__WHAT NEEDS TO BE DONE__:
The answer must consist of every line in the records below that contains the string "numbered".

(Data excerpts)
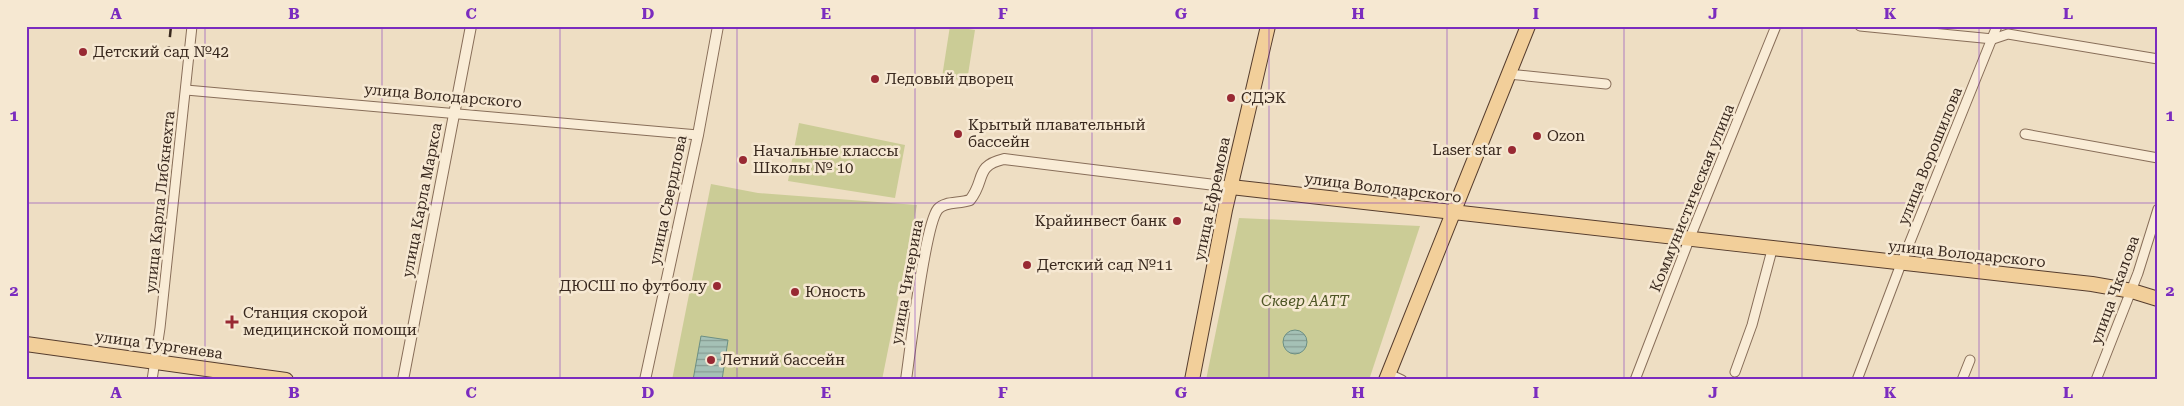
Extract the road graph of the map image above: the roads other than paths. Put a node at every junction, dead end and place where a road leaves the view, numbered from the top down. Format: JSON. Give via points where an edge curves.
{"nodes":[{"id":1,"x":192,"y":26,"type":"edge"},
{"id":2,"x":471,"y":26,"type":"edge"},
{"id":3,"x":718,"y":26,"type":"edge"},
{"id":4,"x":1268,"y":26,"type":"edge"},
{"id":5,"x":1528,"y":26,"type":"edge"},
{"id":6,"x":1776,"y":26,"type":"edge"},
{"id":7,"x":1860,"y":26,"type":"edge"},
{"id":8,"x":1997,"y":26,"type":"edge"},
{"id":9,"x":1993,"y":39,"type":"junction"},
{"id":10,"x":2158,"y":59,"type":"edge"},
{"id":11,"x":1508,"y":74,"type":"junction"},
{"id":12,"x":1606,"y":84,"type":"dead end"},
{"id":13,"x":186,"y":90,"type":"junction"},
{"id":14,"x":454,"y":112,"type":"junction"},
{"id":15,"x":2024,"y":134,"type":"dead end"},
{"id":16,"x":698,"y":136,"type":"junction"},
{"id":17,"x":2158,"y":158,"type":"edge"},
{"id":18,"x":991,"y":162,"type":"joint"},
{"id":19,"x":1231,"y":187,"type":"junction"},
{"id":20,"x":2158,"y":209,"type":"edge"},
{"id":21,"x":1454,"y":213,"type":"junction"},
{"id":22,"x":1689,"y":240,"type":"junction"},
{"id":23,"x":1772,"y":250,"type":"junction"},
{"id":24,"x":1901,"y":264,"type":"junction"},
{"id":25,"x":2132,"y":291,"type":"junction"},
{"id":26,"x":2158,"y":299,"type":"edge"},
{"id":27,"x":26,"y":344,"type":"edge"},
{"id":28,"x":155,"y":360,"type":"junction"},
{"id":29,"x":1970,"y":360,"type":"dead end"},
{"id":30,"x":1735,"y":372,"type":"dead end"},
{"id":31,"x":1388,"y":377,"type":"edge"},
{"id":32,"x":152,"y":380,"type":"edge"},
{"id":33,"x":286,"y":380,"type":"edge"},
{"id":34,"x":403,"y":380,"type":"edge"},
{"id":35,"x":644,"y":380,"type":"edge"},
{"id":36,"x":906,"y":380,"type":"edge"},
{"id":37,"x":1192,"y":380,"type":"edge"},
{"id":38,"x":1402,"y":380,"type":"edge"},
{"id":39,"x":1635,"y":380,"type":"edge"},
{"id":40,"x":1857,"y":380,"type":"edge"},
{"id":41,"x":1962,"y":380,"type":"edge"},
{"id":42,"x":2096,"y":380,"type":"edge"}],
"edges":[{"from":1,"to":13,"type":"street","name":"улица Карла Либкнехта"},
{"from":2,"to":14,"type":"street","name":"улица Карла Маркса"},
{"from":3,"to":16,"type":"street","name":"улица Свердлова"},
{"from":4,"to":19,"type":"main road","name":"улица Ефремова"},
{"from":5,"to":11,"type":"main road"},
{"from":6,"to":22,"type":"street","name":"Коммунистическая улица"},
{"from":7,"to":9,"type":"street"},
{"from":8,"to":9,"type":"street","name":"улица Ворошилова"},
{"from":9,"to":10,"type":"street","via":[[2008,34]]},
{"from":9,"to":24,"type":"street","name":"улица Ворошилова"},
{"from":11,"to":12,"type":"street"},
{"from":11,"to":21,"type":"main road"},
{"from":13,"to":14,"type":"street","name":"улица Володарского"},
{"from":13,"to":28,"type":"street","name":"улица Карла Либкнехта"},
{"from":14,"to":16,"type":"street","name":"улица Володарского"},
{"from":14,"to":34,"type":"street","name":"улица Карла Маркса"},
{"from":15,"to":17,"type":"street"},
{"from":16,"to":35,"type":"street","name":"улица Свердлова"},
{"from":18,"to":19,"type":"street","name":"улица Володарского","via":[[1004,159]]},
{"from":18,"to":36,"type":"street","name":"улица Чичерина","via":[[970,200],[943,204],[936,211],[924,258]]},
{"from":19,"to":21,"type":"main road","name":"улица Володарского"},
{"from":19,"to":37,"type":"main road","name":"улица Ефремова"},
{"from":20,"to":25,"type":"street","name":"улица Чкалова"},
{"from":21,"to":22,"type":"main road","name":"улица Володарского"},
{"from":21,"to":31,"type":"main road"},
{"from":22,"to":23,"type":"main road","name":"улица Володарского"},
{"from":22,"to":39,"type":"street","name":"Коммунистическая улица"},
{"from":23,"to":24,"type":"main road","name":"улица Володарского"},
{"from":23,"to":30,"type":"street"},
{"from":24,"to":25,"type":"main road","name":"улица Володарского"},
{"from":24,"to":40,"type":"street","name":"улица Ворошилова"},
{"from":25,"to":26,"type":"main road","name":"улица Володарского"},
{"from":25,"to":42,"type":"street","name":"улица Чкалова"},
{"from":27,"to":28,"type":"main road","name":"улица Тургенева"},
{"from":28,"to":32,"type":"street","name":"улица Карла Либкнехта"},
{"from":28,"to":33,"type":"main road","name":"улица Тургенева"},
{"from":29,"to":41,"type":"street"},
{"from":31,"to":38,"type":"street"}]}
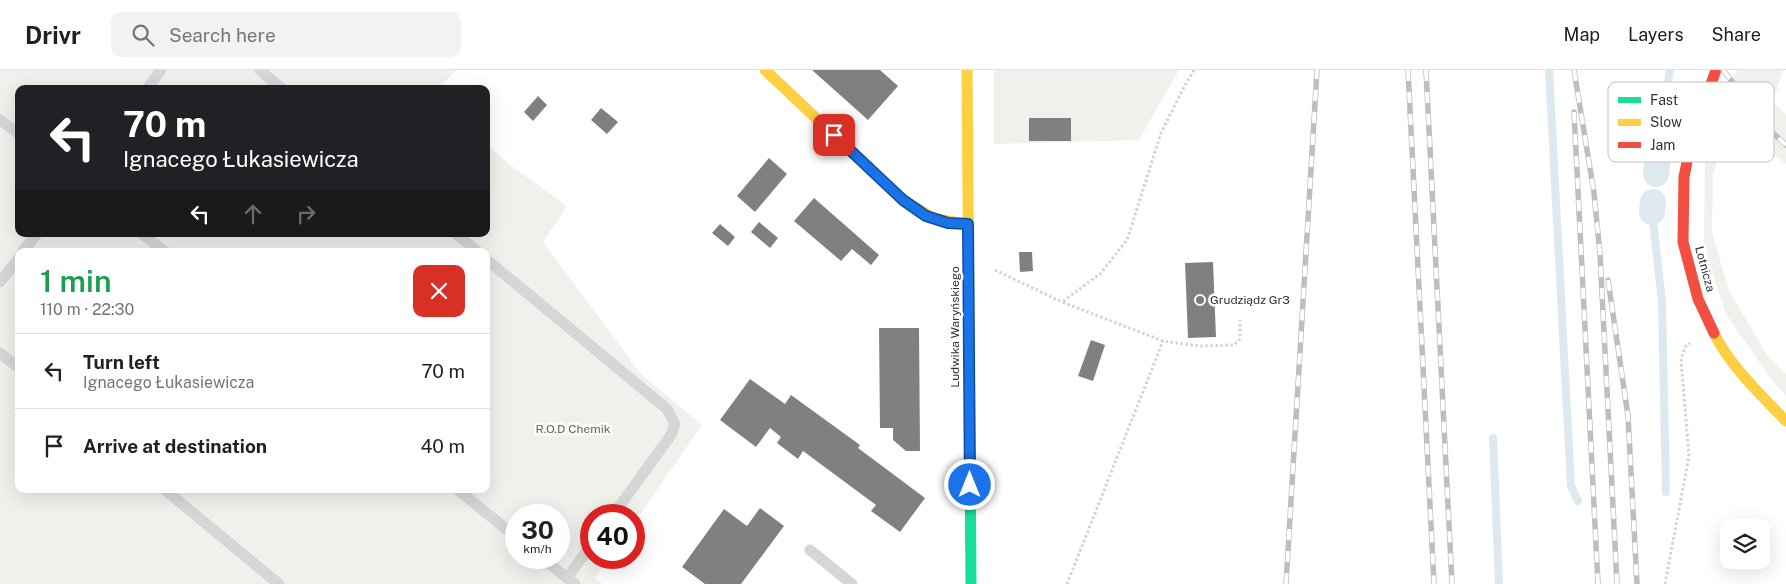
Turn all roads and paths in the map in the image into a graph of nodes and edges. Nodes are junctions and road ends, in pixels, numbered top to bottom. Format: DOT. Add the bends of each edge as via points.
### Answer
graph roads {
  1 [pos="161,70"];
  2 [pos="260,70"];
  3 [pos="765,70"];
  4 [pos="967,70"];
  5 [pos="1194,70"];
  6 [pos="1716,70"];
  7 [pos="1712,82"];
  8 [pos="150,85"];
  9 [pos="277,85"];
  10 [pos="0,120"];
  11 [pos="15,131"];
  12 [pos="1687,162"];
  13 [pos="968,224"];
  14 [pos="35,237"];
  15 [pos="146,237"];
  16 [pos="460,237"];
  17 [pos="26,248"];
  18 [pos="160,248"];
  19 [pos="473,248"];
  20 [pos="490,262"];
  21 [pos="15,263"];
  22 [pos="969,267"];
  23 [pos="0,282"];
  24 [pos="1062,302"];
  25 [pos="1240,320"];
  26 [pos="1712,329"];
  27 [pos="1162,341"];
  28 [pos="0,353"];
  29 [pos="15,365"];
  30 [pos="1786,421"];
  31 [pos="169,493"];
  32 [pos="462,493"];
  33 [pos="621,504"];
  34 [pos="505,528"];
  35 [pos="810,550"];
  36 [pos="580,565"];
  37 [pos="556,569"];
  38 [pos="571,581"];
  39 [pos="279,584"];
  40 [pos="852,584"];
  41 [pos="971,584"];
  42 [pos="1067,584"];
  43 [pos="1665,584"];
  1 -- 8 [label="lane"];
  2 -- 9 [label="lane"];
  3 -- 13 [label="street" via="903,200 926,216 948,223"];
  4 -- 13 [label="street, Ludwika Waryńskiego"];
  5 -- 24 [label="path" via="1161,133 1127,240 1100,274"];
  6 -- 7 [label="street, Lotnicza"];
  10 -- 11 [label="lane"];
  12 -- 26 [label="street, Lotnicza" via="1683,242 1698,299"];
  13 -- 22 [label="street, Ludwika Waryńskiego"];
  14 -- 17 [label="lane"];
  15 -- 18 [label="lane"];
  16 -- 19 [label="lane"];
  20 -- 33 [label="lane" via="667,409 675,424 672,435"];
  21 -- 23 [label="lane"];
  22 -- 24 [label="path" via="993,269"];
  22 -- 41 [label="street, Ludwika Waryńskiego"];
  24 -- 27 [label="path"];
  25 -- 27 [label="path" via="1240,339 1234,345 1199,346"];
  26 -- 30 [label="street, Lotnicza" via="1748,380"];
  26 -- 43 [label="path" via="1685,347 1681,359 1689,456"];
  27 -- 42 [label="path"];
  28 -- 29 [label="lane"];
  31 -- 39 [label="lane"];
  32 -- 34 [label="lane"];
  35 -- 40 [label="lane"];
  36 -- 38 [label="lane"];
  37 -- 38 [label="lane"];
}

__RESULT FOR THIS EXERCISE__:
Extract the road graph of the map image above: the roads other than paths. Put a node at every junction, dead end and place where a road leaves the view, numbered from the top down. Format: JSON. Give via points where an edge curves.
Turn all roads and paths in the map in the image into a graph of nodes and edges. Nodes are junctions and road ends, in pixels, numbered top to bottom. Format: DOT. Add the bends of each edge as via points.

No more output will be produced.